**Problem description:** Exactly as they appear, output all of the records. Skip any images.

**Records from a data source:**
=== Section Start ===

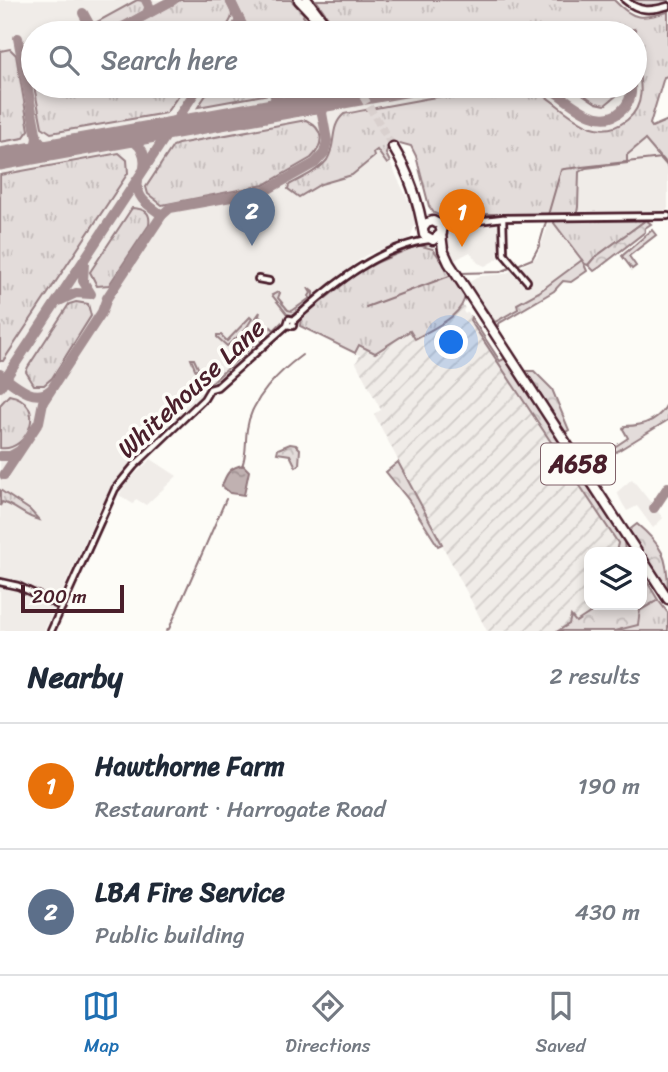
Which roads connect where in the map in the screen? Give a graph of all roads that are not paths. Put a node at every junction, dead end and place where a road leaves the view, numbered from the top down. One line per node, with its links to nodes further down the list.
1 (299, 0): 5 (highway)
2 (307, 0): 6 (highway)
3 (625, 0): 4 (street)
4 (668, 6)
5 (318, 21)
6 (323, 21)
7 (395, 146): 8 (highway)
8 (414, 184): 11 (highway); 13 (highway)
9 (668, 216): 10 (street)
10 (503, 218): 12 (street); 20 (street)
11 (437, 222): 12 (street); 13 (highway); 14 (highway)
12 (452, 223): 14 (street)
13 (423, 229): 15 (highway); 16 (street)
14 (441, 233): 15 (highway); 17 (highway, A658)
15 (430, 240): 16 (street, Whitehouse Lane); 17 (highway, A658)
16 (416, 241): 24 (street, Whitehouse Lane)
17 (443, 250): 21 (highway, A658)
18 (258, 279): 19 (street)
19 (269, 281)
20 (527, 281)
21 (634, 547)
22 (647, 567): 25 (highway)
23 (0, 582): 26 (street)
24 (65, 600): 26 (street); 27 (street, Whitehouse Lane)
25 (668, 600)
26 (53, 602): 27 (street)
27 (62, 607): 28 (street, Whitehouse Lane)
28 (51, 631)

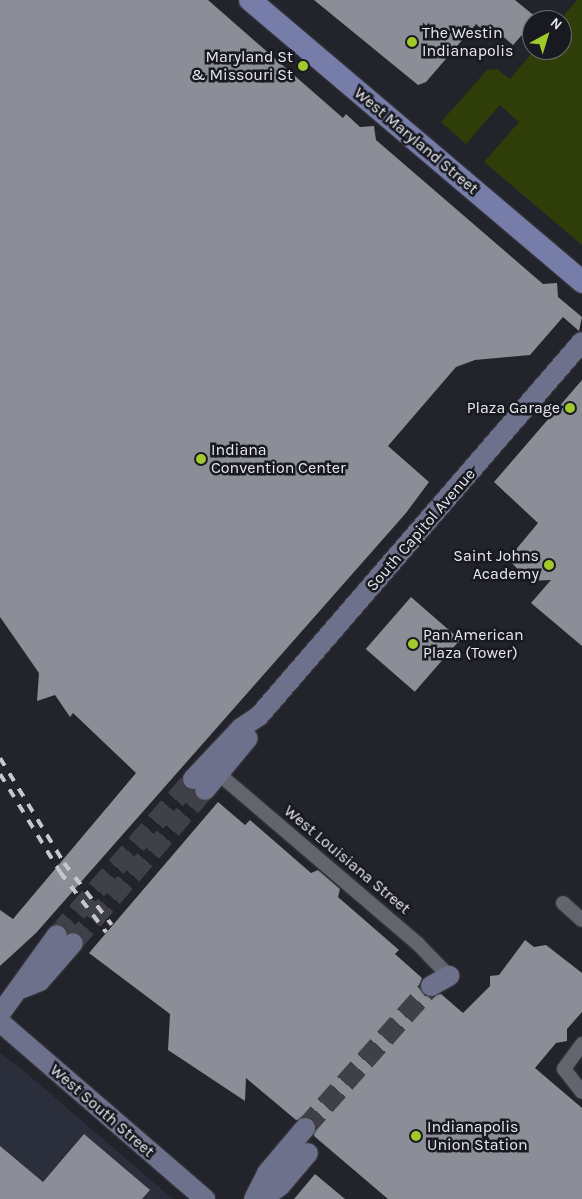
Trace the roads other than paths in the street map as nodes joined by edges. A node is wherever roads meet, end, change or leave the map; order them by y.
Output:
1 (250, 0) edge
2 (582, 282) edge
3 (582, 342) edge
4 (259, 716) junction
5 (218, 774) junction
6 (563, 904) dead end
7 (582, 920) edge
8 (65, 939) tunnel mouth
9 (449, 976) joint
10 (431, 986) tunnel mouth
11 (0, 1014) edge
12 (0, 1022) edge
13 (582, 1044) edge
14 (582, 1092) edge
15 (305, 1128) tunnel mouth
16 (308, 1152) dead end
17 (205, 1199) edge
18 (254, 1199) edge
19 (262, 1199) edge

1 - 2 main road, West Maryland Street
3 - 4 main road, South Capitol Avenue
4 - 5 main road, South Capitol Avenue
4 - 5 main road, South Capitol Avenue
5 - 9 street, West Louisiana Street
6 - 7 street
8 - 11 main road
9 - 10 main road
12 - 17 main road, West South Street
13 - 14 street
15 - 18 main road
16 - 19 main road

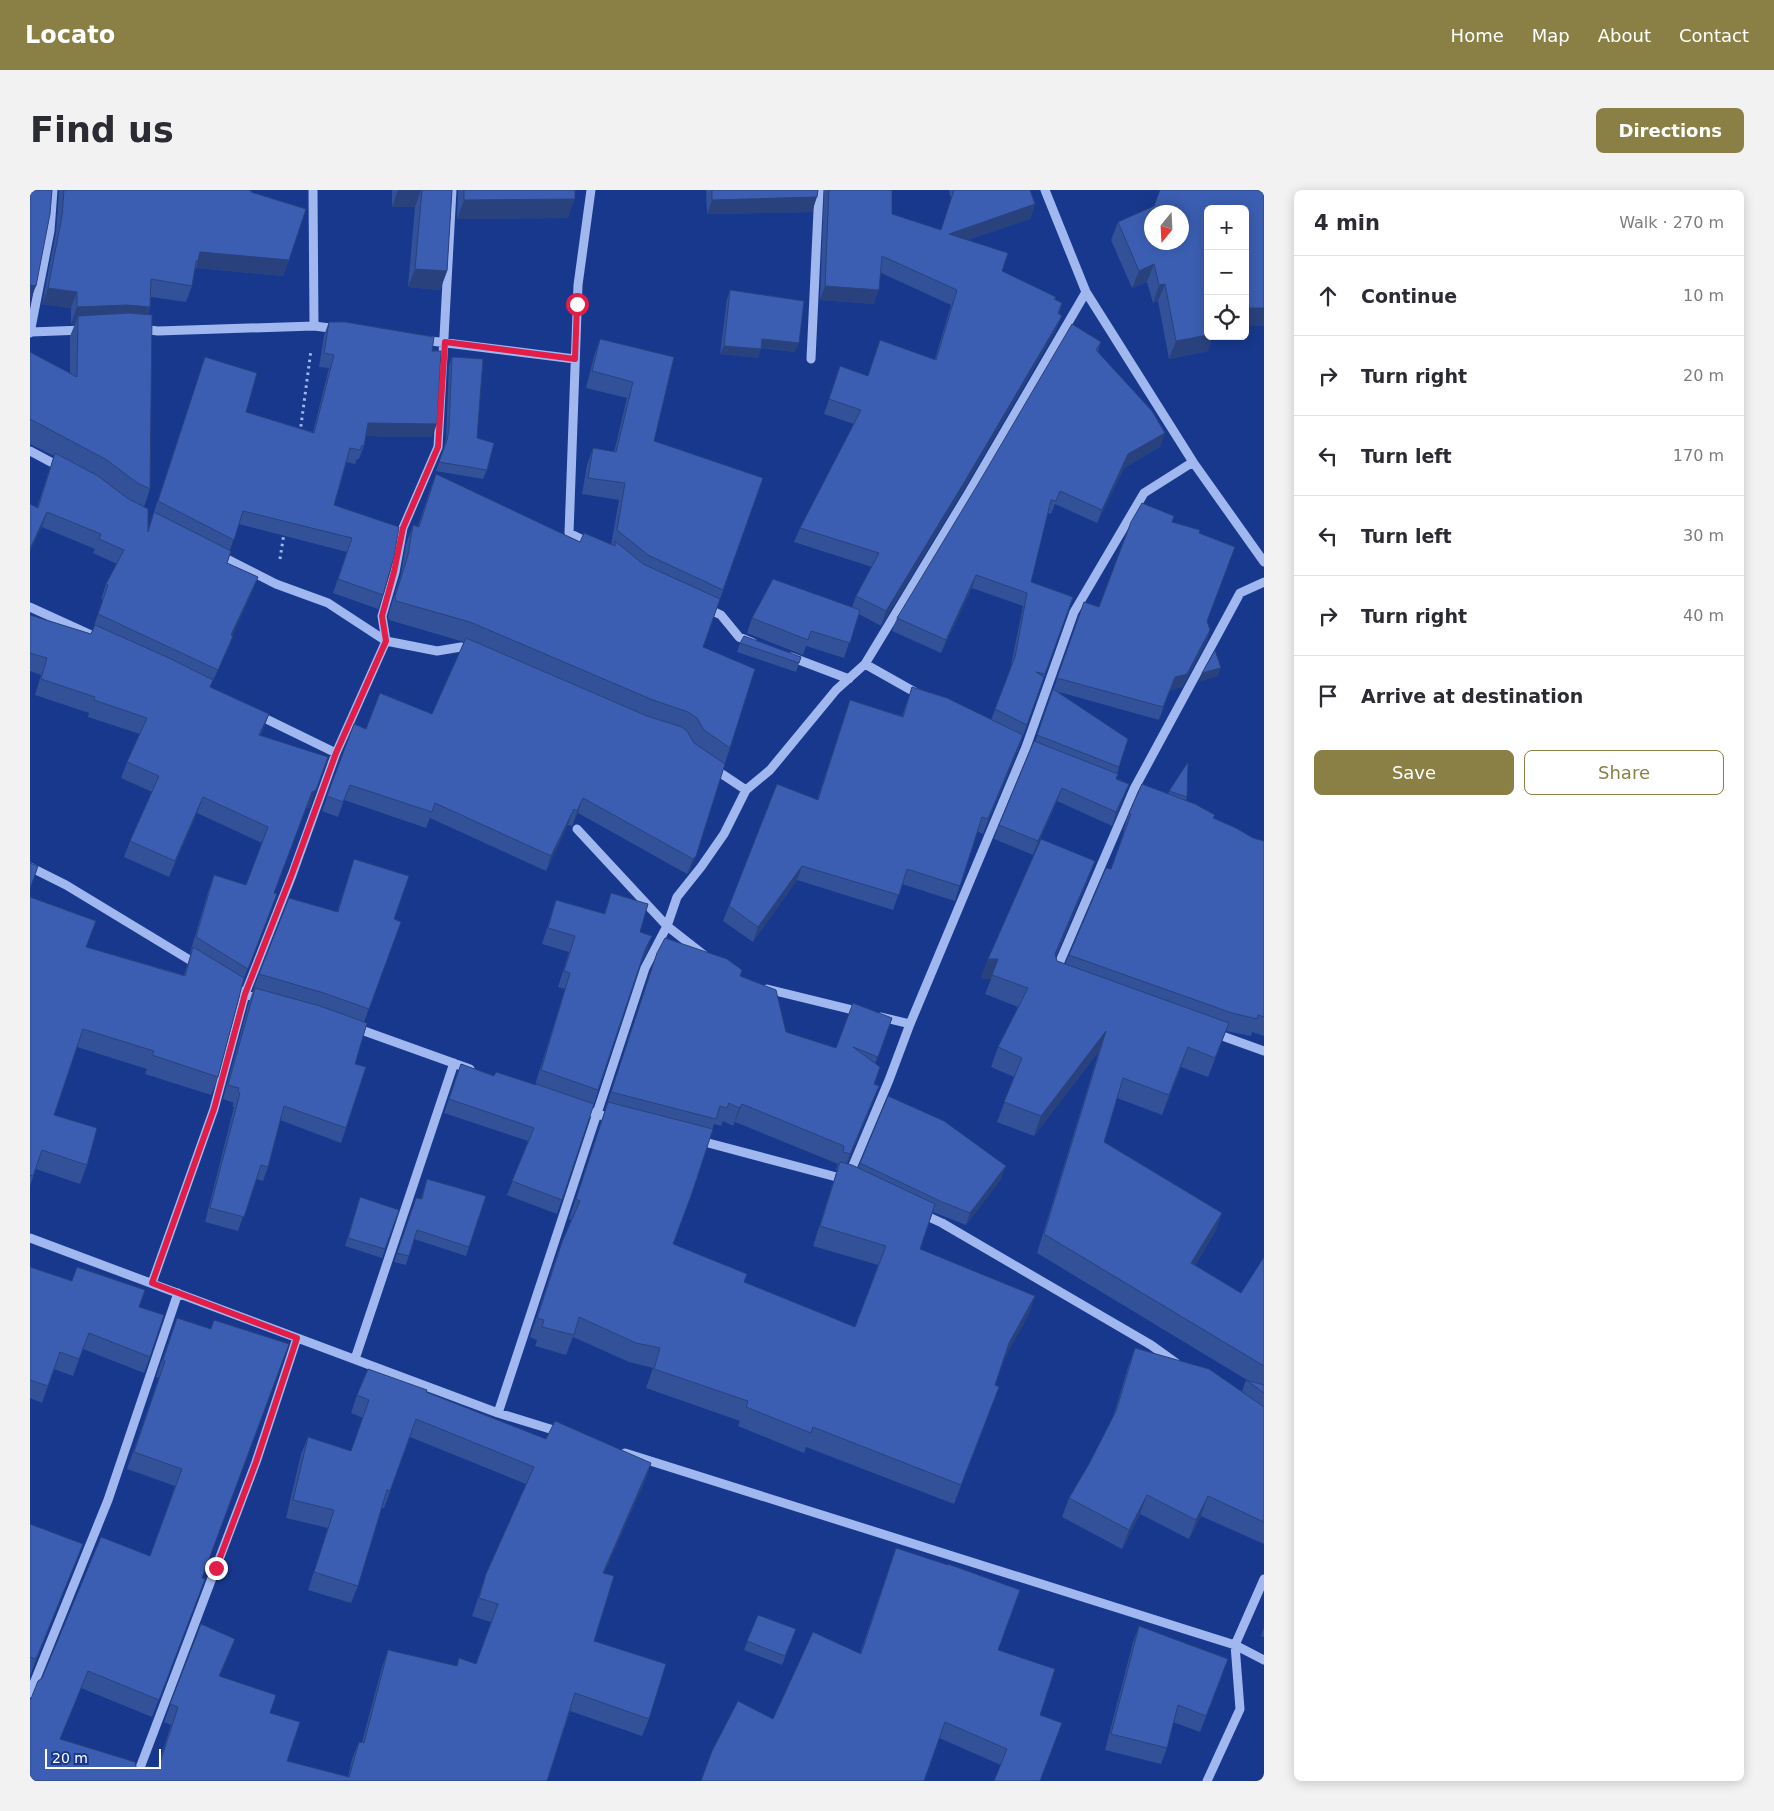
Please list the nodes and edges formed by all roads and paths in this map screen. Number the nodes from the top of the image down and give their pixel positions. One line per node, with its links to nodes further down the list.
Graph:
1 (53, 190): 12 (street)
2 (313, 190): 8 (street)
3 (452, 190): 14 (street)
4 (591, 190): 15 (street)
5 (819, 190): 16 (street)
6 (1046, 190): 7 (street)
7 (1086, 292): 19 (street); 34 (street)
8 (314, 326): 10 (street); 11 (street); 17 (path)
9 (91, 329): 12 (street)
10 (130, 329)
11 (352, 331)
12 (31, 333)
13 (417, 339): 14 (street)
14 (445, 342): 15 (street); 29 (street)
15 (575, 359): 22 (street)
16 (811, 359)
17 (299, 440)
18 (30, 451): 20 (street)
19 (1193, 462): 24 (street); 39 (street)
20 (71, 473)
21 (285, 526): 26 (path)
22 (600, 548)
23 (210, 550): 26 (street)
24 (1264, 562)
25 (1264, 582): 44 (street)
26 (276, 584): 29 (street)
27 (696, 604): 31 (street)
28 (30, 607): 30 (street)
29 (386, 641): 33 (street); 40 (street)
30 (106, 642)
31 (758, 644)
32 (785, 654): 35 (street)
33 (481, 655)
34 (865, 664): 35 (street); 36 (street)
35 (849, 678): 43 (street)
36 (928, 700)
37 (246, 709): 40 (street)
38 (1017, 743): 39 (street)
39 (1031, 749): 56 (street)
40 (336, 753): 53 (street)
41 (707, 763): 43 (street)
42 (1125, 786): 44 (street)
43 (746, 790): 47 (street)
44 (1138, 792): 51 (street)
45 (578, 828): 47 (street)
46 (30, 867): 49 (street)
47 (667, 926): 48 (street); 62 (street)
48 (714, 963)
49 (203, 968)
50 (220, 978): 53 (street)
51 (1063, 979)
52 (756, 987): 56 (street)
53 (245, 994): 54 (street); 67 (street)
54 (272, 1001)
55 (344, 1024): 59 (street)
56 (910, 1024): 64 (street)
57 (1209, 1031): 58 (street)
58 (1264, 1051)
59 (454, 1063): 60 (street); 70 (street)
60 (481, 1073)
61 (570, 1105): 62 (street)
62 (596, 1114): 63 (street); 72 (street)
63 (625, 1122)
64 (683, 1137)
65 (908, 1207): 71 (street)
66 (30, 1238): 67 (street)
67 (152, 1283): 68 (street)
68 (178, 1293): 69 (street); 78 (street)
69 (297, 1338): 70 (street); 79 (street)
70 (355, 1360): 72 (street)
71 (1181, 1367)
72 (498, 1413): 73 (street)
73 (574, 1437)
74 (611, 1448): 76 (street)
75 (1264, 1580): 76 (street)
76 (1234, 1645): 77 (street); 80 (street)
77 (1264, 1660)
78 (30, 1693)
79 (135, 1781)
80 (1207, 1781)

=== Section End ===

**Written response:**
Which roads connect where in the map in the screen? Give a graph of all roads that are not paths. Put a node at every junction, dead end and place where a road leaves the view, numbered from the top down. One line per node, with its links to nodes further down the list.
1 (299, 0): 5 (highway)
2 (307, 0): 6 (highway)
3 (625, 0): 4 (street)
4 (668, 6)
5 (318, 21)
6 (323, 21)
7 (395, 146): 8 (highway)
8 (414, 184): 11 (highway); 13 (highway)
9 (668, 216): 10 (street)
10 (503, 218): 12 (street); 20 (street)
11 (437, 222): 12 (street); 13 (highway); 14 (highway)
12 (452, 223): 14 (street)
13 (423, 229): 15 (highway); 16 (street)
14 (441, 233): 15 (highway); 17 (highway, A658)
15 (430, 240): 16 (street, Whitehouse Lane); 17 (highway, A658)
16 (416, 241): 24 (street, Whitehouse Lane)
17 (443, 250): 21 (highway, A658)
18 (258, 279): 19 (street)
19 (269, 281)
20 (527, 281)
21 (634, 547)
22 (647, 567): 25 (highway)
23 (0, 582): 26 (street)
24 (65, 600): 26 (street); 27 (street, Whitehouse Lane)
25 (668, 600)
26 (53, 602): 27 (street)
27 (62, 607): 28 (street, Whitehouse Lane)
28 (51, 631)

Trace the roads other than paths in the street map as nodes joined by edges. A node is wherever roads meet, end, change or leave the map; order them by y.
Output:
1 (250, 0) edge
2 (582, 282) edge
3 (582, 342) edge
4 (259, 716) junction
5 (218, 774) junction
6 (563, 904) dead end
7 (582, 920) edge
8 (65, 939) tunnel mouth
9 (449, 976) joint
10 (431, 986) tunnel mouth
11 (0, 1014) edge
12 (0, 1022) edge
13 (582, 1044) edge
14 (582, 1092) edge
15 (305, 1128) tunnel mouth
16 (308, 1152) dead end
17 (205, 1199) edge
18 (254, 1199) edge
19 (262, 1199) edge

1 - 2 main road, West Maryland Street
3 - 4 main road, South Capitol Avenue
4 - 5 main road, South Capitol Avenue
4 - 5 main road, South Capitol Avenue
5 - 9 street, West Louisiana Street
6 - 7 street
8 - 11 main road
9 - 10 main road
12 - 17 main road, West South Street
13 - 14 street
15 - 18 main road
16 - 19 main road

Please list the nodes and edges formed by all roads and paths in this map screen. Number the nodes from the top of the image down and give their pixel positions. One line per node, with its links to nodes further down the list.
Graph:
1 (53, 190): 12 (street)
2 (313, 190): 8 (street)
3 (452, 190): 14 (street)
4 (591, 190): 15 (street)
5 (819, 190): 16 (street)
6 (1046, 190): 7 (street)
7 (1086, 292): 19 (street); 34 (street)
8 (314, 326): 10 (street); 11 (street); 17 (path)
9 (91, 329): 12 (street)
10 (130, 329)
11 (352, 331)
12 (31, 333)
13 (417, 339): 14 (street)
14 (445, 342): 15 (street); 29 (street)
15 (575, 359): 22 (street)
16 (811, 359)
17 (299, 440)
18 (30, 451): 20 (street)
19 (1193, 462): 24 (street); 39 (street)
20 (71, 473)
21 (285, 526): 26 (path)
22 (600, 548)
23 (210, 550): 26 (street)
24 (1264, 562)
25 (1264, 582): 44 (street)
26 (276, 584): 29 (street)
27 (696, 604): 31 (street)
28 (30, 607): 30 (street)
29 (386, 641): 33 (street); 40 (street)
30 (106, 642)
31 (758, 644)
32 (785, 654): 35 (street)
33 (481, 655)
34 (865, 664): 35 (street); 36 (street)
35 (849, 678): 43 (street)
36 (928, 700)
37 (246, 709): 40 (street)
38 (1017, 743): 39 (street)
39 (1031, 749): 56 (street)
40 (336, 753): 53 (street)
41 (707, 763): 43 (street)
42 (1125, 786): 44 (street)
43 (746, 790): 47 (street)
44 (1138, 792): 51 (street)
45 (578, 828): 47 (street)
46 (30, 867): 49 (street)
47 (667, 926): 48 (street); 62 (street)
48 (714, 963)
49 (203, 968)
50 (220, 978): 53 (street)
51 (1063, 979)
52 (756, 987): 56 (street)
53 (245, 994): 54 (street); 67 (street)
54 (272, 1001)
55 (344, 1024): 59 (street)
56 (910, 1024): 64 (street)
57 (1209, 1031): 58 (street)
58 (1264, 1051)
59 (454, 1063): 60 (street); 70 (street)
60 (481, 1073)
61 (570, 1105): 62 (street)
62 (596, 1114): 63 (street); 72 (street)
63 (625, 1122)
64 (683, 1137)
65 (908, 1207): 71 (street)
66 (30, 1238): 67 (street)
67 (152, 1283): 68 (street)
68 (178, 1293): 69 (street); 78 (street)
69 (297, 1338): 70 (street); 79 (street)
70 (355, 1360): 72 (street)
71 (1181, 1367)
72 (498, 1413): 73 (street)
73 (574, 1437)
74 (611, 1448): 76 (street)
75 (1264, 1580): 76 (street)
76 (1234, 1645): 77 (street); 80 (street)
77 (1264, 1660)
78 (30, 1693)
79 (135, 1781)
80 (1207, 1781)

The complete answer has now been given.